Showing posts with label broadband internet. Show all posts
Showing posts with label broadband internet. Show all posts

Friday, July 20, 2012

Bad Public Policy And Internet Speeds

Emblem of Hong Kong
Emblem of Hong Kong (Photo credit: Wikipedia)
Tokyo, Seoul, and Paris get faster, cheaper broadband than US cities
The most expensive city surveyed was New York, where Verizon charges $154.98 for the cheapest fiber triple-play package...... In contrast, Riga, Seoul, and Paris all offered triple-play packages for less than $40 per month. London, Amsterdam, Berlin, Copenhagen, and Hong Kong all had triple play packages available for under $50. .... The best-performing American city was San Francisco, where Webpass offers a 200Mbps service for $37.50 per month. New Yorkers and Washingtonians can get 25Mbps service for less than $40 per month ...... way behind the world leaders. A Hong Kong service provider offers 500Mbps service for $37.34 per month. Providers in Tokyo, Riga, Seoul, Paris, Bucharest, and Berlin all offer services with 100Mbps download speeds service for less than $40 per month. ..... Residents of Chattanooga, TN, can get gigabit Internet access.
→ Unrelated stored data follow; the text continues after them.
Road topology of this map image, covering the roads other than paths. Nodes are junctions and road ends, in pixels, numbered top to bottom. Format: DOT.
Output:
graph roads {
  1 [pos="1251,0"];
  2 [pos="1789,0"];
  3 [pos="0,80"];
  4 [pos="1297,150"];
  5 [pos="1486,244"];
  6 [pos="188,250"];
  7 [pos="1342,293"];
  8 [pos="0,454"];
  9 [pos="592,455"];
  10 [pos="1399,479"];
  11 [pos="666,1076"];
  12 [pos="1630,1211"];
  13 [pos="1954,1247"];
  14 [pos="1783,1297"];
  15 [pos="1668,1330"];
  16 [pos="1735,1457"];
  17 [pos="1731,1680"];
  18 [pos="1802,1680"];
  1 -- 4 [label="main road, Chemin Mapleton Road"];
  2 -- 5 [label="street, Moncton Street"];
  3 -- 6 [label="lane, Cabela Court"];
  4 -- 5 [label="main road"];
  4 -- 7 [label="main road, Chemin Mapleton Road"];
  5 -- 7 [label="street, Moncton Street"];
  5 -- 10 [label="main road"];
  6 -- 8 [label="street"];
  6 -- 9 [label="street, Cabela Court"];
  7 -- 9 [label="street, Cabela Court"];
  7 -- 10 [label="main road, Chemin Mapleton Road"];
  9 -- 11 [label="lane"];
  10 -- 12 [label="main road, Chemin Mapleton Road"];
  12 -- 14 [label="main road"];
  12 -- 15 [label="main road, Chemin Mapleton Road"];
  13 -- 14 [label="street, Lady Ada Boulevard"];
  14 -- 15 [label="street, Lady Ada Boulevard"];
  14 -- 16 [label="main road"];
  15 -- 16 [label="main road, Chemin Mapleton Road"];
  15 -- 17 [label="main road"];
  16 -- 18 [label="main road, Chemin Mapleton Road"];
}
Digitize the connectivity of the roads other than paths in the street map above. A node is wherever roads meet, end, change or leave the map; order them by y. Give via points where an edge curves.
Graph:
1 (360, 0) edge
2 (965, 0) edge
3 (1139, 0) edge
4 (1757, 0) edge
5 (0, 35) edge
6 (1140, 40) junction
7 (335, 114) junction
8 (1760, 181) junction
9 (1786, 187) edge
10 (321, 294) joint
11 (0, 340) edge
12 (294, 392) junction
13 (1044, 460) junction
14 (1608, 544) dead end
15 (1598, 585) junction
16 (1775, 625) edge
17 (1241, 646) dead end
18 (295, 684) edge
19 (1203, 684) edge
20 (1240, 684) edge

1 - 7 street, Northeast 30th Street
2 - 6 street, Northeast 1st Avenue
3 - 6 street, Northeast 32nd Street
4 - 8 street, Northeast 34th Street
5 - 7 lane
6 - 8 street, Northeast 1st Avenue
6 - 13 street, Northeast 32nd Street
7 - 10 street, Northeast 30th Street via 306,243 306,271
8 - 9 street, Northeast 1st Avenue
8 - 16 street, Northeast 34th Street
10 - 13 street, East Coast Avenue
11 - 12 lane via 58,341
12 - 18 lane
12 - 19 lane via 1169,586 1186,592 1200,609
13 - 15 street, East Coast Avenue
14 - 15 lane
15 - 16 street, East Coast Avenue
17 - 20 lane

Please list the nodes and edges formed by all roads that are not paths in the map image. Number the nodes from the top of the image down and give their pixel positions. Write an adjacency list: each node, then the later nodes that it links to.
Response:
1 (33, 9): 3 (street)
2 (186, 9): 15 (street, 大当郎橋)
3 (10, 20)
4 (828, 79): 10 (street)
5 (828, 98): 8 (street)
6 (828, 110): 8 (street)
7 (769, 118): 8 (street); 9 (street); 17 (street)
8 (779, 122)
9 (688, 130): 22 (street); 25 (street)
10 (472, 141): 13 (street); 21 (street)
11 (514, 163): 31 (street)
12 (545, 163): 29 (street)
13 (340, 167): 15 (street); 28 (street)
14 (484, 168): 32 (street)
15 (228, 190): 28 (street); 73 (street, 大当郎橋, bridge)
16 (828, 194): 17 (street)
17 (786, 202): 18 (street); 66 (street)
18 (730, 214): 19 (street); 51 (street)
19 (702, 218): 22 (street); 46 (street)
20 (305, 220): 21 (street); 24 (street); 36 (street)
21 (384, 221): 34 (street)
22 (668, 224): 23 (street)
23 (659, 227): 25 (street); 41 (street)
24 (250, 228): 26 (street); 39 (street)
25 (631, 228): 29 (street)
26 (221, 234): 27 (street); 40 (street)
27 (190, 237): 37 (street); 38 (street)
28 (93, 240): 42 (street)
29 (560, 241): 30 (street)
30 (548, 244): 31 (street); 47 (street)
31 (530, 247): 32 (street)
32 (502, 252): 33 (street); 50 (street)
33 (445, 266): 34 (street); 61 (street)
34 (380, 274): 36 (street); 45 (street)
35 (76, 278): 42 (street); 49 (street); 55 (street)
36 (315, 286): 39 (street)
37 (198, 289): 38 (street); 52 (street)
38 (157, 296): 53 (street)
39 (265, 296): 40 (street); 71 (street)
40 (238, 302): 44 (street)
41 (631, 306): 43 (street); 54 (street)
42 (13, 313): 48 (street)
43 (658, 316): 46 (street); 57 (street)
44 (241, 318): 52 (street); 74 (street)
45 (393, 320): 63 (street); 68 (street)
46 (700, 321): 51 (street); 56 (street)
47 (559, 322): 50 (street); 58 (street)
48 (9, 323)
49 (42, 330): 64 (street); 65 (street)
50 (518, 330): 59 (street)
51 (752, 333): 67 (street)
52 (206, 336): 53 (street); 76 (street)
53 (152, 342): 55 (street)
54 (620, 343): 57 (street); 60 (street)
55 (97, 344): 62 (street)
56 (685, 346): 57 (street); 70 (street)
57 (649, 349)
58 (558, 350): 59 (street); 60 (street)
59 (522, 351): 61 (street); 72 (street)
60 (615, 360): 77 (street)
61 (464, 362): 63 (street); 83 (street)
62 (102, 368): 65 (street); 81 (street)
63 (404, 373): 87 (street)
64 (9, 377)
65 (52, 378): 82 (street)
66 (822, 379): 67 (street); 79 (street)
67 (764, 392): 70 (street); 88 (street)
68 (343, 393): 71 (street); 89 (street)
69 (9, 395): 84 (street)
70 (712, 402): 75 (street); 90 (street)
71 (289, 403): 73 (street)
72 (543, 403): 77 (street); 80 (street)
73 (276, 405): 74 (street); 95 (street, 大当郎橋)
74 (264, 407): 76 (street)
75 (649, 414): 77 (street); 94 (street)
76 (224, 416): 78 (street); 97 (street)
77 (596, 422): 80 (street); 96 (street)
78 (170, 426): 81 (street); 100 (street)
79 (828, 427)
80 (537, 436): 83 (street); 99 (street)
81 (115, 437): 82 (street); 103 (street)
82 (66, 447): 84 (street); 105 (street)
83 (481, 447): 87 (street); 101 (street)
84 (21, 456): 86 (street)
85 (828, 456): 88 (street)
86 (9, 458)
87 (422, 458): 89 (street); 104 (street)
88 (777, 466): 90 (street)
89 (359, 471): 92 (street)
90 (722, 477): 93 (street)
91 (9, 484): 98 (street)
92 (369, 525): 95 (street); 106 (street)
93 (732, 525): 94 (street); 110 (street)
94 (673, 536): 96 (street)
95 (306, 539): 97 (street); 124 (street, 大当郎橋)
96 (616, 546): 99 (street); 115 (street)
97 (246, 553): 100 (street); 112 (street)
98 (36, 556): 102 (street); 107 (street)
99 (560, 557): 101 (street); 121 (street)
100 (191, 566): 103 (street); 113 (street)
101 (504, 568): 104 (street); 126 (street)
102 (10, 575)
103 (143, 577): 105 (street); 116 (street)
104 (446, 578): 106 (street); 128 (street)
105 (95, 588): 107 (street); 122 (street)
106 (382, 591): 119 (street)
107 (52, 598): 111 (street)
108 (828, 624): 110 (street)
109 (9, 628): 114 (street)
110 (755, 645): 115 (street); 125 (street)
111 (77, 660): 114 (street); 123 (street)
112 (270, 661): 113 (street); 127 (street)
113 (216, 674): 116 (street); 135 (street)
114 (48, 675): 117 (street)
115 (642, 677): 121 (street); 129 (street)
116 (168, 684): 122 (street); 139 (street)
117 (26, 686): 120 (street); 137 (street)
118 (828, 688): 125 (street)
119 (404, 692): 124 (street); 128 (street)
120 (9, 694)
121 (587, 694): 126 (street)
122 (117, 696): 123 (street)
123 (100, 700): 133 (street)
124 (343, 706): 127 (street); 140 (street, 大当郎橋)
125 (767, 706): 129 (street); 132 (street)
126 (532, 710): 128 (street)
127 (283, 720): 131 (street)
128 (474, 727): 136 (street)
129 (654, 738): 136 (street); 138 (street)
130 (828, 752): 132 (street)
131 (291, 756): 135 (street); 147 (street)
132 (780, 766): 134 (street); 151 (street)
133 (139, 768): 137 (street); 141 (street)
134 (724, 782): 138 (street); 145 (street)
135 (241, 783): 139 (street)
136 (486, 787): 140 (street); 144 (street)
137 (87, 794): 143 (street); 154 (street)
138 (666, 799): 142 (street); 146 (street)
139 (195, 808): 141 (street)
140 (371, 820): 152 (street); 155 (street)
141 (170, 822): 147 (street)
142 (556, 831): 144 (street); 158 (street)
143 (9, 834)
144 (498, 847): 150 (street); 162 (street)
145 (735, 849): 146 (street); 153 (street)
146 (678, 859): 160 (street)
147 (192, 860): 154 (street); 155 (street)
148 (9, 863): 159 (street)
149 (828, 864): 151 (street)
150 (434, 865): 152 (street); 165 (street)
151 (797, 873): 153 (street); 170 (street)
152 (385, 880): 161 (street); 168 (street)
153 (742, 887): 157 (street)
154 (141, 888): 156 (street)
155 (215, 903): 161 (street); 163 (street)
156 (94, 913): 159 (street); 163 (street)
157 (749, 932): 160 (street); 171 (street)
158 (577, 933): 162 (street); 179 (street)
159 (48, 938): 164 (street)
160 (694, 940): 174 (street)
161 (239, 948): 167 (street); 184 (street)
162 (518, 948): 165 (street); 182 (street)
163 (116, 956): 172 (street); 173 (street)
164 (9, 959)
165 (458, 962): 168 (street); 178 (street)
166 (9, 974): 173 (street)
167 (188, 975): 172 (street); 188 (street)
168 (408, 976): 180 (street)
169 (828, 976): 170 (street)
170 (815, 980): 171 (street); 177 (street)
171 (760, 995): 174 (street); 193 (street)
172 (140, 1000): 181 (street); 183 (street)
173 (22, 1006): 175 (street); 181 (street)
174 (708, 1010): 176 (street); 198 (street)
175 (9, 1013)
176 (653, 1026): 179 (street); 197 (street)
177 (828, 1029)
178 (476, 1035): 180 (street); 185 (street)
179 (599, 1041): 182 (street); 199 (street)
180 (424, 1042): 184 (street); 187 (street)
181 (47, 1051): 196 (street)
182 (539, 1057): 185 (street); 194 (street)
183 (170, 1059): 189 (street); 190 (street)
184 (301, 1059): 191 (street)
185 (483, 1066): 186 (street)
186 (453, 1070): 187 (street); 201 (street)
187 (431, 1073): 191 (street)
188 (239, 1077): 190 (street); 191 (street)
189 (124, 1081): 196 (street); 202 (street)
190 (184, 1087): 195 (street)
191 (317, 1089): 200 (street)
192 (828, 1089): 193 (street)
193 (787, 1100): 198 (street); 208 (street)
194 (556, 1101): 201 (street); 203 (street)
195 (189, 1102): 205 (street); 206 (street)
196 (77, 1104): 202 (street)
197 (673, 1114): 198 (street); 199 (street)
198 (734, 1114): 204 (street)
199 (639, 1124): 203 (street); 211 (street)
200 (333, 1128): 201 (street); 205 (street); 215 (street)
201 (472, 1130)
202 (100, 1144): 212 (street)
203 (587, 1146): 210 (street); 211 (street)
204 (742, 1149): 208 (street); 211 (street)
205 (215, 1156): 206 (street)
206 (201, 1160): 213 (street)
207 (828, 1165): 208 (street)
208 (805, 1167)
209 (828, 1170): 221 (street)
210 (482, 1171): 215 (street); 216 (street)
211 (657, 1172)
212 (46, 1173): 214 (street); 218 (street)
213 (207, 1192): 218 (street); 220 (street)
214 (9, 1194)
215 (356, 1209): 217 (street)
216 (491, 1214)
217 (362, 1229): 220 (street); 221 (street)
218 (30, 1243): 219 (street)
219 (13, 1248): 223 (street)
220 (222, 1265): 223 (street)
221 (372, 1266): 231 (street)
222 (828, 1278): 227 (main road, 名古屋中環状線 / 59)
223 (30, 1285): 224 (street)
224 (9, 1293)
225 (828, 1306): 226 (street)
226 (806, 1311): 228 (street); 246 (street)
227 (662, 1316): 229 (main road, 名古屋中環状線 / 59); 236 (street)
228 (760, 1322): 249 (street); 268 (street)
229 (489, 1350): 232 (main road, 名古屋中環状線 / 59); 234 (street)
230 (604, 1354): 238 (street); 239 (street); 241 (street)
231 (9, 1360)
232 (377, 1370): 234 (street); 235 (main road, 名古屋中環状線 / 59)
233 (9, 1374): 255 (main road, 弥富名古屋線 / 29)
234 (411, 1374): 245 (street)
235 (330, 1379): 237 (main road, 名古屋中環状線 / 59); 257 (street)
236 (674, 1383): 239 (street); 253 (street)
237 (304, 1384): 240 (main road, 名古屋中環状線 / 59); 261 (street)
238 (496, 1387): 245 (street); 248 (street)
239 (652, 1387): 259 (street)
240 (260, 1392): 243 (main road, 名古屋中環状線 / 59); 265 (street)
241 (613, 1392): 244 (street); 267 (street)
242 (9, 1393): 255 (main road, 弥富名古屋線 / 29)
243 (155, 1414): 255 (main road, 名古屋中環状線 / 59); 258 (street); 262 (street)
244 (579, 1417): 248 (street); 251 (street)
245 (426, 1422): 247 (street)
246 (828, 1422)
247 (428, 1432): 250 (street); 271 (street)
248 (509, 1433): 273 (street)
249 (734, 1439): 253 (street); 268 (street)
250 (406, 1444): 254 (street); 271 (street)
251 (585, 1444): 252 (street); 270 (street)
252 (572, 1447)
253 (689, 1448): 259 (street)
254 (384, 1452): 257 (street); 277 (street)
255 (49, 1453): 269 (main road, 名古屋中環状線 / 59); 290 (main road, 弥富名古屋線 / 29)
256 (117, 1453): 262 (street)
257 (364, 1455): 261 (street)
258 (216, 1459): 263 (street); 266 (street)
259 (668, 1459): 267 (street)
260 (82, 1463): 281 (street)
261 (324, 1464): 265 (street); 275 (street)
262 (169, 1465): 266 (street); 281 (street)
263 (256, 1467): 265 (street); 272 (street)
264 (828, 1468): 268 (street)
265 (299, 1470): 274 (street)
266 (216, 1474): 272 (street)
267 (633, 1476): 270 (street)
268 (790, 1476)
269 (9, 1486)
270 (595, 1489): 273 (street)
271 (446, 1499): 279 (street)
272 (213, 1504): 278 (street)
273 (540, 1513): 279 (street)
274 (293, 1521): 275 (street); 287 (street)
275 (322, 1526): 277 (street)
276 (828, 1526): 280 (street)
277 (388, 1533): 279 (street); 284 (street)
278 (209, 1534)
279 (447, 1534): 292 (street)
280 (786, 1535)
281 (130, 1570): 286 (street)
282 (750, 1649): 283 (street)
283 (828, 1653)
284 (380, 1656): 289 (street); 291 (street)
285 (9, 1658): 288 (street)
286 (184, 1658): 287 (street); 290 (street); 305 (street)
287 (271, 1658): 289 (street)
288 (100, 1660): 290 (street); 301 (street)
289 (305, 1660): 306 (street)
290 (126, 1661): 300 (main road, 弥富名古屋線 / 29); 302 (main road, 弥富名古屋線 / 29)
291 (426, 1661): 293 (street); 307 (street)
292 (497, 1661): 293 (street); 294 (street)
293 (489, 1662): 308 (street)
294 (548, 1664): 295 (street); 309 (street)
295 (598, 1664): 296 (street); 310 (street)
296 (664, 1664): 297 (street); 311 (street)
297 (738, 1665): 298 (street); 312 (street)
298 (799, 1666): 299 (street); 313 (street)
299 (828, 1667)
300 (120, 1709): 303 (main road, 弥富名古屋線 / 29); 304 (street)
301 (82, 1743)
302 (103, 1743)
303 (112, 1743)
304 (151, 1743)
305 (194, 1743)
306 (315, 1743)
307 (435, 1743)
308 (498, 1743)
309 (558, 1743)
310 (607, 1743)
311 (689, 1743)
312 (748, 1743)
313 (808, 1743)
Unfortunately, that service costs $317.03 per month. Verizon offers 150Mbps service in New York for $159.95 per month, and Comcast offers 105Mbps service in Washington, DC, for $105.00. ..... In Hong Kong, you can get a gigabit connection for $48.59 per month. Amsterdam offers a half gigabit for $83.33 per month. Tokyo residents can get a symmetrical 200Mbps connection for $26.85 per month. ...... incumbents in the United States don't offer ultra-fast speeds even in urban areas whose high density ought to make them cost-effective ..... broadband policy in recent years has been based on the "really flawed assumption that telephone companies and cable companies are going to compete with each other." Instead, he said, we've gotten a "negotiated truce" in which cable incumbents enjoy a de facto monopoly on high-speed broadband service, while Verizon and AT&T focus primarily on their wireless platforms ..... policymakers should re-evaluate the 2005 decision to abandon line-sharing rules. In many other countries, incumbent firms are required to lease their facilities to competitors at regulated rates. ...... more cities should consider municipal fiber projects.
The two policy prescriptions make tremendous sense. One, incumbents should be required to share their pipes with competitors. Two, cities should lay down fiber optic lines.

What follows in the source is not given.